The CCC is frequently embroiled in controversy, largely due to its chaotic approach to temporal mechanics and gastronomy. They are widely accused by other temporal organizations (such as the Historical Hydration Horde) of causing the Great Grain Glitch of '77, an event where all corn products briefly tasted like sadness and old socks, due to an ill-fated attempt to introduce "gluten-free proto-wheat" to ancient Sumeria.
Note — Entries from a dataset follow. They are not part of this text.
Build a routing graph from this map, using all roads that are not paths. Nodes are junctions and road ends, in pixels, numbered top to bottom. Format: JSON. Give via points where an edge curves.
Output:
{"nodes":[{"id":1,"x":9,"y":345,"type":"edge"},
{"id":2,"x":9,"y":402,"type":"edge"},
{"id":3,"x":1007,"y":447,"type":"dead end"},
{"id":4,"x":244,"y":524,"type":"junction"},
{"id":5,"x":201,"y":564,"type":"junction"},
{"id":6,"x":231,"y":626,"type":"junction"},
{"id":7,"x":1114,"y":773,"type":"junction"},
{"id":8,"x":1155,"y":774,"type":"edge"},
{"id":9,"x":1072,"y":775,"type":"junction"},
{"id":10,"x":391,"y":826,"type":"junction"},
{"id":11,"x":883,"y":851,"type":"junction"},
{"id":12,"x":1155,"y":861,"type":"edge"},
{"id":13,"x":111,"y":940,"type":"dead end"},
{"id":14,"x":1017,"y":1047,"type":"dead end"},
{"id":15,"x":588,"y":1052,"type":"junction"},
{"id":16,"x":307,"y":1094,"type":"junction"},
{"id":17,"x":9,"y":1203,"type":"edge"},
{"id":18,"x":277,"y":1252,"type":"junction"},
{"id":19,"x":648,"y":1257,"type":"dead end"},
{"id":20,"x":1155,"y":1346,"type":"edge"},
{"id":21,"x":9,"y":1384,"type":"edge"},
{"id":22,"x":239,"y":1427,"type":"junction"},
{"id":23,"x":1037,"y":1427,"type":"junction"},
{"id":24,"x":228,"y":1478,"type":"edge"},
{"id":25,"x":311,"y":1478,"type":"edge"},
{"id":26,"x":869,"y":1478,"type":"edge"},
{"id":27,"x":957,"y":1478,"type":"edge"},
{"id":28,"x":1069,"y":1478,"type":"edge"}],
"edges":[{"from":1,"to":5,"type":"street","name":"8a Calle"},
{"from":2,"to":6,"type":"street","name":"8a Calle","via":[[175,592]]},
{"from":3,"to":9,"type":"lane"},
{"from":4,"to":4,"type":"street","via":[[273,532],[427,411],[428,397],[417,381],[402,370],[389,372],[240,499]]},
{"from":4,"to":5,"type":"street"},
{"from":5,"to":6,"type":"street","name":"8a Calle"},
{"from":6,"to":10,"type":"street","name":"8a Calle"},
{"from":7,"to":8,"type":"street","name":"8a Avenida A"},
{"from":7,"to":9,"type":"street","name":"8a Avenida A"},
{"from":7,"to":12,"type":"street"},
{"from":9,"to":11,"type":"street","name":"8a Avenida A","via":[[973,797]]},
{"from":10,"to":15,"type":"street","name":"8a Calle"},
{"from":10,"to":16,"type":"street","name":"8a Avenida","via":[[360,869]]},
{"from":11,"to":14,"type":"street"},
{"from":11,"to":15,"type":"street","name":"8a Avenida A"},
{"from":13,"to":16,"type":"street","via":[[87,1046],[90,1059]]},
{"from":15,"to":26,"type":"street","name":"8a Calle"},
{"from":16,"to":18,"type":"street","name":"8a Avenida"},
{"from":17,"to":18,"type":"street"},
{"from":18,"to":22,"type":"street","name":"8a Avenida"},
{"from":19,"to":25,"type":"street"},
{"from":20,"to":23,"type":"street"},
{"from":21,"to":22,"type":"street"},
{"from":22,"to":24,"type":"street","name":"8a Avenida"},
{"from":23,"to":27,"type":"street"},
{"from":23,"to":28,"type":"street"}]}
Debates rage over whether their "corrections" actually improve food or merely make it different in confusing ways; for instance, their replacing all medieval spiced wine with a "nutrient-dense fermented kale smoothie" for a three-week period in 1345. A major point of contention is the "Chicken or Egg Paradox," which the CCC attempts to resolve annually, usually by introducing an entirely new, unidentifiable poultry-like creature to the timeline, or simply multiplying all existing chickens by a factor of seven. Their habit of leaving behind highly advanced kitchen gadgets—like a "plasma whisk" discovered in a Roman dig site—continues to baffle archaeologists and annoy historians.